ESTRELLAS Y TROTYL ...........................................................................( Al dolor de Mariano )

Por qué me salvaste
si igual me morí ?
Tanto esfuerzo
tanta pavada
e igual me morí.
Como la lata de Pepsi
después del derrumbe
igual me morí.
Como el empapelado
de bambis
después del silencio
igual me morí.
Me morí ayer
cuando explotó la palmera
y vació de música
el corazón de las cosas.
Y me moriré mañana
cuando te deje solo
atacado a mordiscos
por el televisor.
Ey! Por qué me salvaste
si igual me morí ?
Me morí igual que un millón
de africanos
que no querían morir.
Tanto amor, tanto fax
e igual prendí la luz y me fui.
Sin que nunca nadie
nos avisara nada
esto fue así:
sangre, piel ,estrellas y trotyl.

 

 

 

 


 

Blanca Lema nació en Bs As. Es hija de artistas plàsticos. Empezó a escribir poesìa a los seis años. A los 13 escribe "La tela agujereada" y al los 14, "Los orinadores", dos obras de teatro Artaud.

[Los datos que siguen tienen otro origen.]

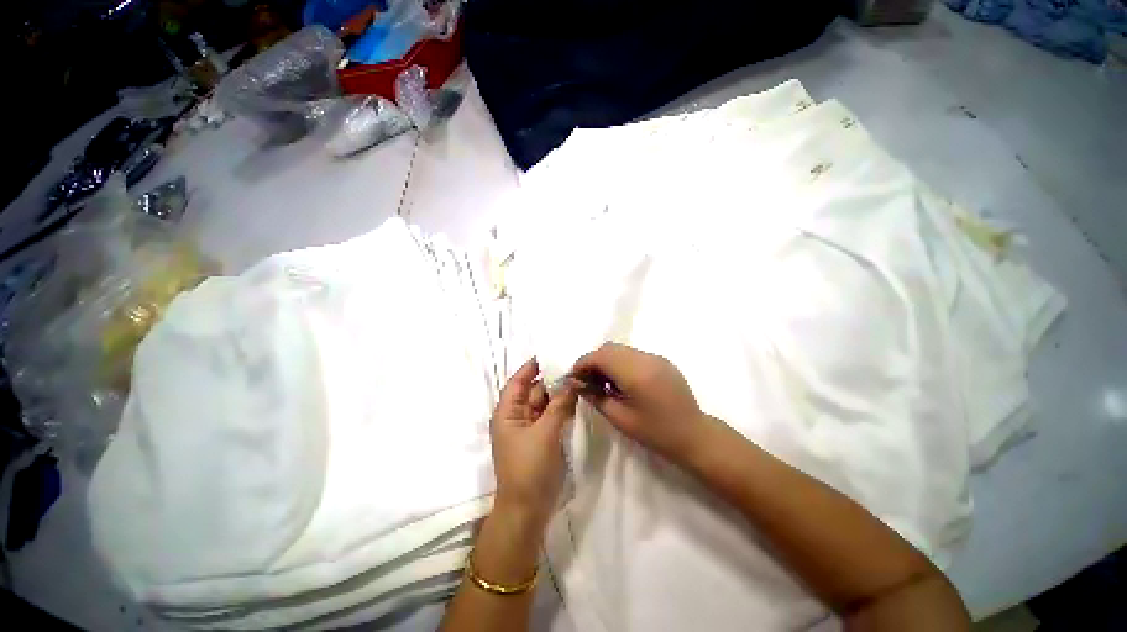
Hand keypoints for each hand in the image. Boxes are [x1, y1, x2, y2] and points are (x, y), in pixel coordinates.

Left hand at [490, 358, 578, 532]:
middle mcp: (517, 416)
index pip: (518, 381)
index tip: (550, 354)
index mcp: (507, 412)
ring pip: (545, 403)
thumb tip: (572, 381)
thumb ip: (559, 405)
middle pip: (534, 390)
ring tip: (579, 378)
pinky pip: (552, 416)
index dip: (532, 367)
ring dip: (559, 393)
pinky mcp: (542, 438)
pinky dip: (562, 407)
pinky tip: (577, 398)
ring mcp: (530, 428)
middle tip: (574, 366)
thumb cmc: (529, 467)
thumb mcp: (545, 433)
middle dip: (552, 379)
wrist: (528, 509)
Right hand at [573, 343, 711, 463]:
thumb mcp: (620, 418)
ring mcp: (656, 357)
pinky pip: (633, 354)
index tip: (574, 377)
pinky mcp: (662, 361)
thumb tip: (576, 383)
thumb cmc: (655, 433)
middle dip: (594, 360)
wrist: (694, 436)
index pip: (601, 356)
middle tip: (587, 381)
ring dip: (607, 360)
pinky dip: (621, 362)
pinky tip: (621, 381)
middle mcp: (646, 359)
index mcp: (636, 373)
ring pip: (621, 349)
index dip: (583, 363)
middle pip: (610, 348)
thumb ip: (595, 396)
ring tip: (603, 382)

A los 16 publicó el libro de cuentos "La rosquilla... o megunge degenerado de poemas paranoicos, prohibido para menores de 18 fracasos" A los 20 publicó "Poemas de la tristeza violeta" y es miembro de la SADE. En el exilio expuso dibujos y pinturas en importantes galerías de Perú y Ecuador. En la actualidad tiene dos guiones de largometrajes y una novela terminada: "Heliotropo-Castellano, Castellano-Heliotropo" en proceso de edición, y otra en proceso de escritura. Luego de una larga carrera como directora creativa publicitaria, trabaja como asesora en innovaciòn creativa de empresas multinacionales y del cine independiente. Desde hace cinco años estudia danza butoh.